In Maine, victims of child abuse by Catholic priests are still waiting for meaningful relief.
It cannot now be seriously disputed that there was widespread child abuse by numerous priests in Maine, and that Maine's Catholic Church — like those elsewhere — covered up, abetted and perpetuated these crimes. Yet Maine's victims have yet to receive relief through the courts.
That may change soon. Several victims of child abuse have filed lawsuits in Maine, and more will surely follow.
To date, these lawsuits have proceeded slowly. Rather than accepting responsibility, Maine's Catholic Church has chosen to invoke a myriad of legal defenses.
In a recent case, for example, the Church insisted that it should be entirely immune from all claims by child abuse victims, based upon "charitable immunity." On appeal, Maine's Supreme Judicial Court observed, however, that the doctrine of "charitable immunity" has been widely discredited, and, as a consequence, has been abrogated by the courts of virtually every other state. (Charities, as it turns out, can insure against risk by purchasing insurance just like any other entity.)
Perhaps most disingenuous is the notion that the Catholic Church is a true "charitable" organization at all. As we saw in the last election cycle, the Church routinely engages in non-charitable political fundraising. (It is not clear to what category of "charity" the concealment and perpetuation of child abuse belongs.)

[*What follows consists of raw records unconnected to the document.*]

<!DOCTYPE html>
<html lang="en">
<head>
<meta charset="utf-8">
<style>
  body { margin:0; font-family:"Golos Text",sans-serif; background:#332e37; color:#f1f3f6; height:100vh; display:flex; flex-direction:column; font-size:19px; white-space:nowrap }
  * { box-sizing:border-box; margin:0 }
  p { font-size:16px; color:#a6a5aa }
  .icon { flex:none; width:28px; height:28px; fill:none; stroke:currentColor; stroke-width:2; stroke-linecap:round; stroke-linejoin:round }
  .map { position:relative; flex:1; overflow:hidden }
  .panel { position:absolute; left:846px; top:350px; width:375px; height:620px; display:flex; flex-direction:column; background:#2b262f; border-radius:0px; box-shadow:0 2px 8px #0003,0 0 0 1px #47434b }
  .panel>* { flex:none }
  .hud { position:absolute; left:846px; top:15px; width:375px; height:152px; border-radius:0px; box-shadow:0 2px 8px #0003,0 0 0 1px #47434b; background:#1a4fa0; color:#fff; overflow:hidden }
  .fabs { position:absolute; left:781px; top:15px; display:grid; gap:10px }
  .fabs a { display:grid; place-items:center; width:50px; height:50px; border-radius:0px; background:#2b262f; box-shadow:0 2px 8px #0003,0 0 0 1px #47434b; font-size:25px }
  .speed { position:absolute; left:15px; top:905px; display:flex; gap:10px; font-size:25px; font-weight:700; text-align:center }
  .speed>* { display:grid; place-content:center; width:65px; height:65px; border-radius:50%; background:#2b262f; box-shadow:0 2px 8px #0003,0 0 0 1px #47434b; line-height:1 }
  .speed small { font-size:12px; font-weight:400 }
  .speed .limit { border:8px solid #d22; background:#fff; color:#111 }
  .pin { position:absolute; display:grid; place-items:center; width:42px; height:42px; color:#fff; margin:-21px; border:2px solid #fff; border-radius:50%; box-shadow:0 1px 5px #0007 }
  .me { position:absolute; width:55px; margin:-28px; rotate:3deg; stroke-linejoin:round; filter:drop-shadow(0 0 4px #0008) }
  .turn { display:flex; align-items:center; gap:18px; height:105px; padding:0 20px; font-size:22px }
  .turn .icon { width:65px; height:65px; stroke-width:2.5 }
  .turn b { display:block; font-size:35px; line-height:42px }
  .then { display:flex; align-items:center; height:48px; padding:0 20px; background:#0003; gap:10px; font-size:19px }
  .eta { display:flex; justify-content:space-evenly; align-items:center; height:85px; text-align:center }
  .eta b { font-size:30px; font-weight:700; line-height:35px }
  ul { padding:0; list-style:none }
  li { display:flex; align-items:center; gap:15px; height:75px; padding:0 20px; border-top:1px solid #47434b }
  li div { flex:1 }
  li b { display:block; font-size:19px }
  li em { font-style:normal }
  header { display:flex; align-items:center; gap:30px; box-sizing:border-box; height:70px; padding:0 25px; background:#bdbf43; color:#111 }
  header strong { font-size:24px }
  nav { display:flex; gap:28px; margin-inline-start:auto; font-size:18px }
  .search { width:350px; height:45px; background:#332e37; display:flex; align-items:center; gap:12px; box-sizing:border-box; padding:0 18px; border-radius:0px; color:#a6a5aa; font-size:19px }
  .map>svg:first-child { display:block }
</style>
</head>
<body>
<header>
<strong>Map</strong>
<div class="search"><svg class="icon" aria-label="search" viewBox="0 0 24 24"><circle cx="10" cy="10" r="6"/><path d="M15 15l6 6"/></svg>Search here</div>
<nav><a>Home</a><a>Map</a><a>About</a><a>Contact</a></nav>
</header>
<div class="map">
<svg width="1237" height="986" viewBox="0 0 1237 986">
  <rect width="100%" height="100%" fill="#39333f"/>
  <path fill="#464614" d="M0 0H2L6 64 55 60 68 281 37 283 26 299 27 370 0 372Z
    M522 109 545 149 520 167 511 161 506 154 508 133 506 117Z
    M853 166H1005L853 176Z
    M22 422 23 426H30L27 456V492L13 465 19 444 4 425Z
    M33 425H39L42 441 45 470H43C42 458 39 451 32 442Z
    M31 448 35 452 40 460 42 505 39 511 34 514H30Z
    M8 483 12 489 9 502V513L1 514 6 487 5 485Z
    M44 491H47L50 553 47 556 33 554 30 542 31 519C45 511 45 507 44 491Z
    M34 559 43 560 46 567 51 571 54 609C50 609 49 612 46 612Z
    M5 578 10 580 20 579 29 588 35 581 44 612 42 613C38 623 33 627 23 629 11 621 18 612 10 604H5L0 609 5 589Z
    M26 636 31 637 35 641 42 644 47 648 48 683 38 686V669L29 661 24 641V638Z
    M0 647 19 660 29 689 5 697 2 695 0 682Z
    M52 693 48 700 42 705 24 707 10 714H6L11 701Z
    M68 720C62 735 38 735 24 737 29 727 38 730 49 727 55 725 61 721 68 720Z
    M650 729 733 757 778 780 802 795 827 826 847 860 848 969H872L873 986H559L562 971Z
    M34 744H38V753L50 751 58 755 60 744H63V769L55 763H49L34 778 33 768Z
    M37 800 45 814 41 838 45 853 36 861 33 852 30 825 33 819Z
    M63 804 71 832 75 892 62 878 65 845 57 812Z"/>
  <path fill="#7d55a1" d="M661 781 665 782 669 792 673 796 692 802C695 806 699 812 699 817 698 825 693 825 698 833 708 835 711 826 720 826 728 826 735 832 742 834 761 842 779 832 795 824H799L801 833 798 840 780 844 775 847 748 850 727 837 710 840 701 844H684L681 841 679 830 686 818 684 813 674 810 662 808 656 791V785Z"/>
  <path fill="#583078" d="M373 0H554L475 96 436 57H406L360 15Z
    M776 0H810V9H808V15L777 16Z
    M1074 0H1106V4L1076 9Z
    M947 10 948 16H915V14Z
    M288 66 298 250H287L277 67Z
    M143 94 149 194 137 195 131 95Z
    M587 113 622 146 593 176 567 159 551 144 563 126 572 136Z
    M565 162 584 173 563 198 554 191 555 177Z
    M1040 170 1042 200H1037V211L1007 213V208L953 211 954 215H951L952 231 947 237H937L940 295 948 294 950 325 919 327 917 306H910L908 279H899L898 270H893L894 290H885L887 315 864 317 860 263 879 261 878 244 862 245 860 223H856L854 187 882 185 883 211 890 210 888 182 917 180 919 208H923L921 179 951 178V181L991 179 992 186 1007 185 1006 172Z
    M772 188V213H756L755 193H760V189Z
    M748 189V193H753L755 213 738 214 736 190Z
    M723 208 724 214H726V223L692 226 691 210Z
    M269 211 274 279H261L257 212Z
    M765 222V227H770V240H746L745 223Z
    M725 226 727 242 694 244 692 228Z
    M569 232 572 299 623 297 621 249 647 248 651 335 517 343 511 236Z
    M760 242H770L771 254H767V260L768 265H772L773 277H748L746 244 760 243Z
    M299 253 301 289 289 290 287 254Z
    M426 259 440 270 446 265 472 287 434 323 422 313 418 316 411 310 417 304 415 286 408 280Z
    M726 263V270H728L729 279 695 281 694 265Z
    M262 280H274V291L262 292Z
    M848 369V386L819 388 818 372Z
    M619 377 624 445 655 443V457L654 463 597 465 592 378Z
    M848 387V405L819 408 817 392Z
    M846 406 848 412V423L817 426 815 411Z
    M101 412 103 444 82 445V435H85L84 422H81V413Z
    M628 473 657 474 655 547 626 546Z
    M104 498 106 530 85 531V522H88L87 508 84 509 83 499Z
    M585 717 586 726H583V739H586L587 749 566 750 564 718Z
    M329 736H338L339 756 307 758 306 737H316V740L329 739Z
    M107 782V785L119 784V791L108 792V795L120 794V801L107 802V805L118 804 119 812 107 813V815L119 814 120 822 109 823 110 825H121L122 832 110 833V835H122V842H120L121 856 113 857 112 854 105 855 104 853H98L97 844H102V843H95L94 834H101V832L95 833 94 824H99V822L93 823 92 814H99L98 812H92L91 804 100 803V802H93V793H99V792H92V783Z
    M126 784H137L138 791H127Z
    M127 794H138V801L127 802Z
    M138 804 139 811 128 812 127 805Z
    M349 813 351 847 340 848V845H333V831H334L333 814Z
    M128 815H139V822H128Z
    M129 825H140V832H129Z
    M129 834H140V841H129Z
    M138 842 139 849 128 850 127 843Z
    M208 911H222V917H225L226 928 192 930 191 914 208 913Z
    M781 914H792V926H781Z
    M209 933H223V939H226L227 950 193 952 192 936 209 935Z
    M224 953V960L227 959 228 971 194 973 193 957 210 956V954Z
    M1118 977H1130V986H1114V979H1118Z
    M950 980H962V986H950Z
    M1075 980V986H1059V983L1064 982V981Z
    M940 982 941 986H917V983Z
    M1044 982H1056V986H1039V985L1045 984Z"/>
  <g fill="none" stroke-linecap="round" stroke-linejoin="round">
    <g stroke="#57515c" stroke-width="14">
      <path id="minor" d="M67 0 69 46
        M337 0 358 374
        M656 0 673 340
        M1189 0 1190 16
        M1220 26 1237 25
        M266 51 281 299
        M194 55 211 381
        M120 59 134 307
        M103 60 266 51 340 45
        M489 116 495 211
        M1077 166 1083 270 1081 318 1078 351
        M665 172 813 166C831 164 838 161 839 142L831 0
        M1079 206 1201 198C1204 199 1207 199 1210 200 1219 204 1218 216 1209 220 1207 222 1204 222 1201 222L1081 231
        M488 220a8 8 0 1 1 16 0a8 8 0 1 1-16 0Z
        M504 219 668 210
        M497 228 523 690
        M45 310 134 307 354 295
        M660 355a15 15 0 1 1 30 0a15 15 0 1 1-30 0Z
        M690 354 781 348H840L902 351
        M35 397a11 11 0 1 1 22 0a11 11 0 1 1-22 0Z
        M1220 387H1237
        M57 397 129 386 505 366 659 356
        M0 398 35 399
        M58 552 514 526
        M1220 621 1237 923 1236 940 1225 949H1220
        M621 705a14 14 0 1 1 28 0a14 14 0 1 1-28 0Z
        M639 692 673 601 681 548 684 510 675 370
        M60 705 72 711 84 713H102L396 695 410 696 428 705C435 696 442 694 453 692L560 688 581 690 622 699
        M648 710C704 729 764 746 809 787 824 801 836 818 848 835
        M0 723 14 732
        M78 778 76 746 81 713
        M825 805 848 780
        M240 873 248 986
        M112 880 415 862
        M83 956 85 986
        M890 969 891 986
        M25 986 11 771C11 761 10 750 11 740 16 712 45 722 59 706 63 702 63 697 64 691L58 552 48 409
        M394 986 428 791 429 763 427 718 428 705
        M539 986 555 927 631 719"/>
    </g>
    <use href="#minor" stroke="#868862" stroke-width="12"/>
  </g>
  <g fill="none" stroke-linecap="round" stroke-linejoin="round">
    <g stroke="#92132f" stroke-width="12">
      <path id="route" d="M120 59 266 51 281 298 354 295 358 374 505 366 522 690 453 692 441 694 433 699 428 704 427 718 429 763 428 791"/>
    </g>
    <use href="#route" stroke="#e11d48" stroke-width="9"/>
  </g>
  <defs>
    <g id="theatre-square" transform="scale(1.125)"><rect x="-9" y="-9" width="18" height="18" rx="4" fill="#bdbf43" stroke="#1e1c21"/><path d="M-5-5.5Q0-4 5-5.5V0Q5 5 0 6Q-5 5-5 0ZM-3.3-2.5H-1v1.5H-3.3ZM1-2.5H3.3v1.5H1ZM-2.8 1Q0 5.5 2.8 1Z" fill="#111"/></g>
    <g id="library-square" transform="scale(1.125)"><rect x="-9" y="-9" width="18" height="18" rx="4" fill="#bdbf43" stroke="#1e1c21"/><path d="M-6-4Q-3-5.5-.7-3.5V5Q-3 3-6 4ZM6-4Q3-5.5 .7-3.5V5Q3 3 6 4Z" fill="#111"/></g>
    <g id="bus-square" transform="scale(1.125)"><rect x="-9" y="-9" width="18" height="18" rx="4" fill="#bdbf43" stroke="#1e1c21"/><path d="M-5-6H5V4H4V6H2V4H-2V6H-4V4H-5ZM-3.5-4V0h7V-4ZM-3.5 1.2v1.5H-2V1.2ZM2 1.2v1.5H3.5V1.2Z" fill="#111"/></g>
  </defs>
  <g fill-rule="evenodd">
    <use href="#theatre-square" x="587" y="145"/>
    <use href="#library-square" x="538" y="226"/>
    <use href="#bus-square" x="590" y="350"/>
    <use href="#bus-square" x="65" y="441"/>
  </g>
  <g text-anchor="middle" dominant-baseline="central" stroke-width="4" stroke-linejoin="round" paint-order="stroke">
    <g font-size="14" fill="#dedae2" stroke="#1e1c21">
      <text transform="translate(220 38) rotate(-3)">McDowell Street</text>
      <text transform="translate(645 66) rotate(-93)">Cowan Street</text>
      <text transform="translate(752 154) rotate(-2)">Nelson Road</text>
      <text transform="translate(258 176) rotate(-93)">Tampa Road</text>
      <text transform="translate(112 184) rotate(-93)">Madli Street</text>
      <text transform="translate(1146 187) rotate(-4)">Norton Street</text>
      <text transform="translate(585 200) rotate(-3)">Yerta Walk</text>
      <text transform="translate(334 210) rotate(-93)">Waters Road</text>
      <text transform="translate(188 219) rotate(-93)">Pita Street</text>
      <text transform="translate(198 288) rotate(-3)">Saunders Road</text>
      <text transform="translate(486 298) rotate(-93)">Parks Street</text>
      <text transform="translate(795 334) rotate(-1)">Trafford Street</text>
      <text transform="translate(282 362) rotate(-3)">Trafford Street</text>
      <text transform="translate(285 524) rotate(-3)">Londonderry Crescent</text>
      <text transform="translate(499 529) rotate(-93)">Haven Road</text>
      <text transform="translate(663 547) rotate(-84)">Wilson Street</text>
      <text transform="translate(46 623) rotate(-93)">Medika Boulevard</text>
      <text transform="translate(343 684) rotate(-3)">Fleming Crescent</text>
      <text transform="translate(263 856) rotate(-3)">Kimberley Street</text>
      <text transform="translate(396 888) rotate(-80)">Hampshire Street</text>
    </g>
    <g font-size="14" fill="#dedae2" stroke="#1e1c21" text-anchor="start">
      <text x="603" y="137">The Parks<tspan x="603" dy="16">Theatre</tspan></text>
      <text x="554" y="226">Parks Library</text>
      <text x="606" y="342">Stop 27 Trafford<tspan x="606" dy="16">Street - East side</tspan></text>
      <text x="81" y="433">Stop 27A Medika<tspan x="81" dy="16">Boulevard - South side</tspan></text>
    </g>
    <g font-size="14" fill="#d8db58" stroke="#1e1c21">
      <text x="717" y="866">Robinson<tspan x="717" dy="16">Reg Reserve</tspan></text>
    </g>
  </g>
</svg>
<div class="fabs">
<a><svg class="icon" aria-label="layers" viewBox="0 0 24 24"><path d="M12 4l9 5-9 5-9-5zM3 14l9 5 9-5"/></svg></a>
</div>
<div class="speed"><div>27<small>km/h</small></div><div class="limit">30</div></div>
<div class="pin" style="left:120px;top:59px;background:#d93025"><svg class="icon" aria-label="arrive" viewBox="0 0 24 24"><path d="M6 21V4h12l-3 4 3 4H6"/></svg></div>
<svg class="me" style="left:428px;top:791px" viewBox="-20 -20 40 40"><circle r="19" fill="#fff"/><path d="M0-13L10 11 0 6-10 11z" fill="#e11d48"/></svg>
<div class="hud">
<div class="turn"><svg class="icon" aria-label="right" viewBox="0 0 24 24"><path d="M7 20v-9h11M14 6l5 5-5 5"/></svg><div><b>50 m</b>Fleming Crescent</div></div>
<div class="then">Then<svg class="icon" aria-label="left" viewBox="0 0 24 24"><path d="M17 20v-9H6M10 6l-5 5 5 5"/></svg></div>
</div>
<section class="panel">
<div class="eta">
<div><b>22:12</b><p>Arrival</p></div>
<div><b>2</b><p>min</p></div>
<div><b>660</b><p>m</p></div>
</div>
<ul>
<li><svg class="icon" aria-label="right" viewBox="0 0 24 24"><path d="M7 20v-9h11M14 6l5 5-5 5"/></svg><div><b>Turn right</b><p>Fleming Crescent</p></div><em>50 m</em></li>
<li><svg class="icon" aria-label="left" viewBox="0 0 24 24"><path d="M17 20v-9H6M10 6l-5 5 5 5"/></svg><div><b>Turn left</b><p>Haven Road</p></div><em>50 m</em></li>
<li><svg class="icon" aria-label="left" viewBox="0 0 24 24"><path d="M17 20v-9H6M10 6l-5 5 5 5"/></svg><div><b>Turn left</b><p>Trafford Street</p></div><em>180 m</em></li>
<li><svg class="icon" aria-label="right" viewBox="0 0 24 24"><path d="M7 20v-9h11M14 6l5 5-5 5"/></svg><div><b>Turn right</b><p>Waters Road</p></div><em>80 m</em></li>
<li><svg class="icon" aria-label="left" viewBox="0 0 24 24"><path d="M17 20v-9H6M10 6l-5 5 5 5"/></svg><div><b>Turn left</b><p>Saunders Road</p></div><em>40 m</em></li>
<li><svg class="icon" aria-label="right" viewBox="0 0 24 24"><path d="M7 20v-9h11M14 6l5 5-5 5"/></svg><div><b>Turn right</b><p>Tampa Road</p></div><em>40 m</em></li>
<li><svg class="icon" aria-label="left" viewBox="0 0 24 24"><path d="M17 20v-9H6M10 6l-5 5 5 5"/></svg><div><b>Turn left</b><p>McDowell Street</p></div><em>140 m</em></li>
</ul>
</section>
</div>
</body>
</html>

Fortunately for victims, Maine's Supreme Court has rejected the Church's attempt to evade responsibility. Rather, the court has held that victims of child abuse may pursue claims for monetary damages against the Church — at least in those cases where there is evidence that the Church played a role in concealing the abusive practices.
Now, it is time for Maine's Catholic Church to stand trial, and for a Maine jury to send a message with its verdict — like the message of the Vermont jury — that the leadership of the Catholic Church must be accountable for its shocking indifference to the innocent children whose lives were destroyed by its failure to protect them from known abusers.